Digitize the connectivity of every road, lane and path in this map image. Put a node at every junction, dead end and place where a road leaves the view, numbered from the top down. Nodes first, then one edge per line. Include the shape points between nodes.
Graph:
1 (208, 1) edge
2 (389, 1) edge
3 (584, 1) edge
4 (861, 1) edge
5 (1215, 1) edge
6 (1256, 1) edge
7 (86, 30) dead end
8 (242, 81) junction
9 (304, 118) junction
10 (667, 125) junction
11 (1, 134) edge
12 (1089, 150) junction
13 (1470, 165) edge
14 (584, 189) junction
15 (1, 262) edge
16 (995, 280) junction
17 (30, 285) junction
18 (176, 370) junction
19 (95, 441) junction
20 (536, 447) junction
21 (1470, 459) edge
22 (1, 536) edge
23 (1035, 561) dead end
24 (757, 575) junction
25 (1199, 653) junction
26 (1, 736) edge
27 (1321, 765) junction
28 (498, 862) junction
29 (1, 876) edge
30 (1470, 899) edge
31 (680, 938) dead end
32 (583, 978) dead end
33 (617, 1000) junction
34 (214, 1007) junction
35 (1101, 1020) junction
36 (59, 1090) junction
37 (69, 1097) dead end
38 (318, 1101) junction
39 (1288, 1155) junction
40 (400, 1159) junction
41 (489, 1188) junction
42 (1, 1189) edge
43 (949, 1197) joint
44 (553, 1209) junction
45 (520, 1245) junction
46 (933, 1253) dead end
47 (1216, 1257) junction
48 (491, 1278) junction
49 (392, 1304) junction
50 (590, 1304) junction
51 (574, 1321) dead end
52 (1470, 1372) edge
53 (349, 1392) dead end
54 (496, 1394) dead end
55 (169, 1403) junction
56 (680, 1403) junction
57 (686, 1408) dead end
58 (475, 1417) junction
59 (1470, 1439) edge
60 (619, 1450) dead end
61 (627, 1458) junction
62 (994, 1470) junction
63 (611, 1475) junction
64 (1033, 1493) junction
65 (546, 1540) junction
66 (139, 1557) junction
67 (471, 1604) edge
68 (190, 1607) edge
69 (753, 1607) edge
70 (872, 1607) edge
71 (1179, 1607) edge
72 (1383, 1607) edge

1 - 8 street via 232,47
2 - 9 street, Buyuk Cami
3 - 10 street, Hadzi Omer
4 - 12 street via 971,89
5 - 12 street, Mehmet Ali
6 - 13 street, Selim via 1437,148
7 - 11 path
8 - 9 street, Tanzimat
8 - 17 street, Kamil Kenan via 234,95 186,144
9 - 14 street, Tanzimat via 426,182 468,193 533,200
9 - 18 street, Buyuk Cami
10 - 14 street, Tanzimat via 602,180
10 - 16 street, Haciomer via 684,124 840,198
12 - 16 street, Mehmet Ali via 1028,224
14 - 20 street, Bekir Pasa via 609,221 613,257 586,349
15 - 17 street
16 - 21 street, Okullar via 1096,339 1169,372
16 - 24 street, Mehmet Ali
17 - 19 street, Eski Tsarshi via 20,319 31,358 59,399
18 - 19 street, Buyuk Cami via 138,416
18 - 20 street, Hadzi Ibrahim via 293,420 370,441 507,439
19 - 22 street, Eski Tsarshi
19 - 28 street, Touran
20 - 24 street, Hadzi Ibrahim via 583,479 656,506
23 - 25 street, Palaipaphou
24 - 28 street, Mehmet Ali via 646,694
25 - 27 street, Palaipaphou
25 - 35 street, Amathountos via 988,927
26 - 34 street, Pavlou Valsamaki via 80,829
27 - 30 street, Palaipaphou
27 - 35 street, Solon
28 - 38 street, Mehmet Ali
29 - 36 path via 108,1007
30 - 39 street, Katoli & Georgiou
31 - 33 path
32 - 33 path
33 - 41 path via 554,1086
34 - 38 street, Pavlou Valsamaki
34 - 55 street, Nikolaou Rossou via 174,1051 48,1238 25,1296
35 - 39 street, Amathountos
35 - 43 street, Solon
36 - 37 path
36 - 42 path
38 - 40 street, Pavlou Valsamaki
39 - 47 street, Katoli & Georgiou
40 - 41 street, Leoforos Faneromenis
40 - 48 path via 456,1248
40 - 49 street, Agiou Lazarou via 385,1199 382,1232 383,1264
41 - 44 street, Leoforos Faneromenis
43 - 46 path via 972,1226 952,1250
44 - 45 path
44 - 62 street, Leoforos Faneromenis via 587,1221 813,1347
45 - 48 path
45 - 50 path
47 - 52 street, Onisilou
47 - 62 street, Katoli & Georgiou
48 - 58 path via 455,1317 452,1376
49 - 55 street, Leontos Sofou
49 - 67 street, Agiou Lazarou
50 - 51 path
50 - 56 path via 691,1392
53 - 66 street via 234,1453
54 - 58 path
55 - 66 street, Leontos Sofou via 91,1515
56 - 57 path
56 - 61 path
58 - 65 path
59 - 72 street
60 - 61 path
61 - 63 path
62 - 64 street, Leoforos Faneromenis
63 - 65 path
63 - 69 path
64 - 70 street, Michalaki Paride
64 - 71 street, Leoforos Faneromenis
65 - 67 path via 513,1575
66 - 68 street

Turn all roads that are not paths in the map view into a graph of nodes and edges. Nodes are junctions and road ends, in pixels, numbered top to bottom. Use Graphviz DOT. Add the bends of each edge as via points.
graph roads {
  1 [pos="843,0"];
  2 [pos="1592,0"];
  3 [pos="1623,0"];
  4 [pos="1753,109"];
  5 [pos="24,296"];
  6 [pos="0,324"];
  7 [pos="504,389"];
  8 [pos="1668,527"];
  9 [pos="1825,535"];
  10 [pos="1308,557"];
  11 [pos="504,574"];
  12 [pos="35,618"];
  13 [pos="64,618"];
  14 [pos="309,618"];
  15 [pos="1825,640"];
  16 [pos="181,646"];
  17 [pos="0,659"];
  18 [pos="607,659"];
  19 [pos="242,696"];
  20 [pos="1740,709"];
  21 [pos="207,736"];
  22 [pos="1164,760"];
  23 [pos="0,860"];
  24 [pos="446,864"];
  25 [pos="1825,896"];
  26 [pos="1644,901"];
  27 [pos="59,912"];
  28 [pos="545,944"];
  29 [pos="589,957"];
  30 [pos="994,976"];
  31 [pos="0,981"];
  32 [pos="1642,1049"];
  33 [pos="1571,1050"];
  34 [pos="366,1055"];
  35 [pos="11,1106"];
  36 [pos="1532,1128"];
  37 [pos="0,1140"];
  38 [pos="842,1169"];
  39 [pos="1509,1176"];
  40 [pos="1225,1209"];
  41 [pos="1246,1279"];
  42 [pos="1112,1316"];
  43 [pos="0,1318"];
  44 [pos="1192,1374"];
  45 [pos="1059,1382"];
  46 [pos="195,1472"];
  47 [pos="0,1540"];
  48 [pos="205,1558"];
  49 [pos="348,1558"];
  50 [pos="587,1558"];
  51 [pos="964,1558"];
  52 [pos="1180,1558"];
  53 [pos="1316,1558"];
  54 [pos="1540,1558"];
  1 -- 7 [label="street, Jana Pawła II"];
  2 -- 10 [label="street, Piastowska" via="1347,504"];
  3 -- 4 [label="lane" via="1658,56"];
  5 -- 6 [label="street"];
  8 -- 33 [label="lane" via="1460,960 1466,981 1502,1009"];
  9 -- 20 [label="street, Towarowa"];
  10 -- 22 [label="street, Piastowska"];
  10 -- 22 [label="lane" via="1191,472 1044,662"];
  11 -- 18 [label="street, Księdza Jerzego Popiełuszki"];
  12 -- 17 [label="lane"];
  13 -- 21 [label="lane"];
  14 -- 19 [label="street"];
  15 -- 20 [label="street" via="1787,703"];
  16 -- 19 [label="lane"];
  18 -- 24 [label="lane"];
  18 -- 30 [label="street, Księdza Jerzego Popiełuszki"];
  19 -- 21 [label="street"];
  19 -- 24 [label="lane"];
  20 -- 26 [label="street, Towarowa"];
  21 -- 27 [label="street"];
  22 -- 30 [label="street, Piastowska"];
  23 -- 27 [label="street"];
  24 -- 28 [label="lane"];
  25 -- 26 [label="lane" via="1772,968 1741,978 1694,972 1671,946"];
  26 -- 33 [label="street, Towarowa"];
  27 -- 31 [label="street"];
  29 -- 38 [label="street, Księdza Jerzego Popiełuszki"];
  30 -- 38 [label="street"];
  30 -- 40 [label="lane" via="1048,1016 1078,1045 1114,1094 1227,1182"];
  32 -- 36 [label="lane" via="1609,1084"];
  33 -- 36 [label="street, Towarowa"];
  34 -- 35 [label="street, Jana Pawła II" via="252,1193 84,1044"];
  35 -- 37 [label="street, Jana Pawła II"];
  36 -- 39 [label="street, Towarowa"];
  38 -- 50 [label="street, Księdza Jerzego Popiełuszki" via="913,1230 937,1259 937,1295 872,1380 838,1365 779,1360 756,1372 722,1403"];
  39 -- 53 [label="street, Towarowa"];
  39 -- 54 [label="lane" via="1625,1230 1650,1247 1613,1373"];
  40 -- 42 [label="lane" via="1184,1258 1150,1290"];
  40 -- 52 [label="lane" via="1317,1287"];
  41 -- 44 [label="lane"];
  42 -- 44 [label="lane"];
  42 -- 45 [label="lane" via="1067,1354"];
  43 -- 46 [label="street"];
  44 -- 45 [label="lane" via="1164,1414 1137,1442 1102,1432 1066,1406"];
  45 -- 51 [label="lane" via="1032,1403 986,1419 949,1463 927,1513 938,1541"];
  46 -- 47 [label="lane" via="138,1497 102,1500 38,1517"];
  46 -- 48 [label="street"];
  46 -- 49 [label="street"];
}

- **ACTIVITY**
Look through the entries and copy every line in which the string "Faneromenis" appears.

- **RESULT OF THIS TASK**
40 - 41 street, Leoforos Faneromenis
41 - 44 street, Leoforos Faneromenis
44 - 62 street, Leoforos Faneromenis via 587,1221 813,1347
62 - 64 street, Leoforos Faneromenis
64 - 71 street, Leoforos Faneromenis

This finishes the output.